→ **Problem description**
Output only the entries, exactly as given, without the pictures.

→ **Supplied material**
--------------------
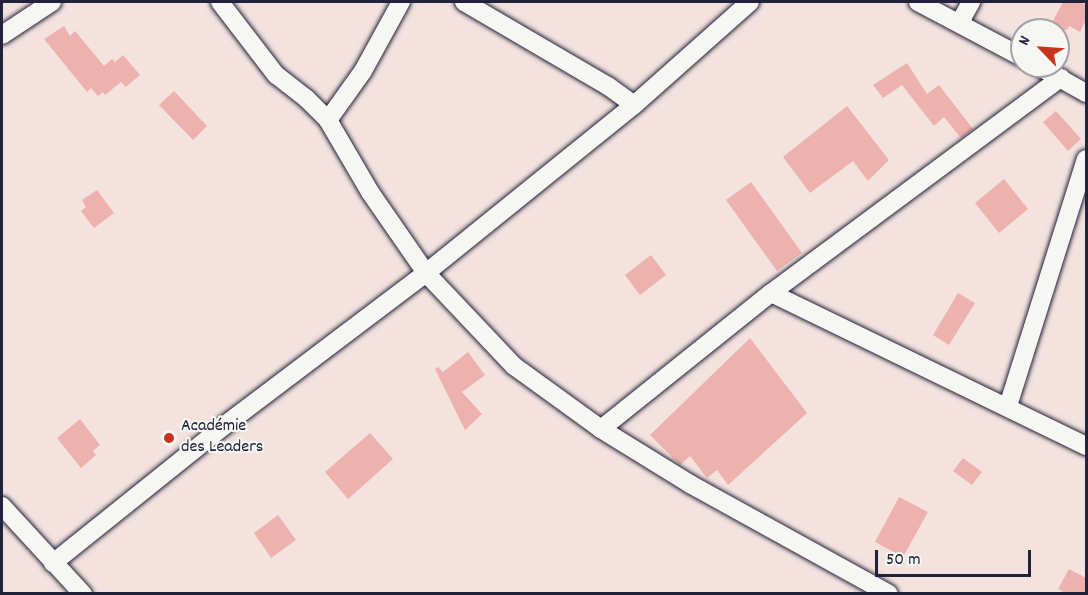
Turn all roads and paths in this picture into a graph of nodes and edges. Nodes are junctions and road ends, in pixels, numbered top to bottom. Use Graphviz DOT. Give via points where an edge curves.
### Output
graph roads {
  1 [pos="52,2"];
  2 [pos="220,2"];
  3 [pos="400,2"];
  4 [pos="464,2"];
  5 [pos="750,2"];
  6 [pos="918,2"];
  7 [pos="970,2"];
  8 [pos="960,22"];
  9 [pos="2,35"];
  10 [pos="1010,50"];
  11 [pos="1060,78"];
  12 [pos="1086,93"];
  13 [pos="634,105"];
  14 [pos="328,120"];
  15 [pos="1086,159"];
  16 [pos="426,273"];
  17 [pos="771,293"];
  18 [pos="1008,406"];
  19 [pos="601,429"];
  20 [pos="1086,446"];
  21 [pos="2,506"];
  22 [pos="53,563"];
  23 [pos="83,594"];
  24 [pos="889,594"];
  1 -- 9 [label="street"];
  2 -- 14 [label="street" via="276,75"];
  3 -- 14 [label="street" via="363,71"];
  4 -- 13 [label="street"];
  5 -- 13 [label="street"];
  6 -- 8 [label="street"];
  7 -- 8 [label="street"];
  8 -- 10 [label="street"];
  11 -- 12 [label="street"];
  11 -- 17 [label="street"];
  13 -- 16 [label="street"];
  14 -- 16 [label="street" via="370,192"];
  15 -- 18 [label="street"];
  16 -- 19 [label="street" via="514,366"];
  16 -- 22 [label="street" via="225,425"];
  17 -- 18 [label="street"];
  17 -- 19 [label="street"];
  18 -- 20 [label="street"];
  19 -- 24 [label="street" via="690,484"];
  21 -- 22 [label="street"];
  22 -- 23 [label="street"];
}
--------------------
→ **Task response**
Turn all roads and paths in this picture into a graph of nodes and edges. Nodes are junctions and road ends, in pixels, numbered top to bottom. Use Graphviz DOT. Give via points where an edge curves.
### Output
graph roads {
  1 [pos="52,2"];
  2 [pos="220,2"];
  3 [pos="400,2"];
  4 [pos="464,2"];
  5 [pos="750,2"];
  6 [pos="918,2"];
  7 [pos="970,2"];
  8 [pos="960,22"];
  9 [pos="2,35"];
  10 [pos="1010,50"];
  11 [pos="1060,78"];
  12 [pos="1086,93"];
  13 [pos="634,105"];
  14 [pos="328,120"];
  15 [pos="1086,159"];
  16 [pos="426,273"];
  17 [pos="771,293"];
  18 [pos="1008,406"];
  19 [pos="601,429"];
  20 [pos="1086,446"];
  21 [pos="2,506"];
  22 [pos="53,563"];
  23 [pos="83,594"];
  24 [pos="889,594"];
  1 -- 9 [label="street"];
  2 -- 14 [label="street" via="276,75"];
  3 -- 14 [label="street" via="363,71"];
  4 -- 13 [label="street"];
  5 -- 13 [label="street"];
  6 -- 8 [label="street"];
  7 -- 8 [label="street"];
  8 -- 10 [label="street"];
  11 -- 12 [label="street"];
  11 -- 17 [label="street"];
  13 -- 16 [label="street"];
  14 -- 16 [label="street" via="370,192"];
  15 -- 18 [label="street"];
  16 -- 19 [label="street" via="514,366"];
  16 -- 22 [label="street" via="225,425"];
  17 -- 18 [label="street"];
  17 -- 19 [label="street"];
  18 -- 20 [label="street"];
  19 -- 24 [label="street" via="690,484"];
  21 -- 22 [label="street"];
  22 -- 23 [label="street"];
}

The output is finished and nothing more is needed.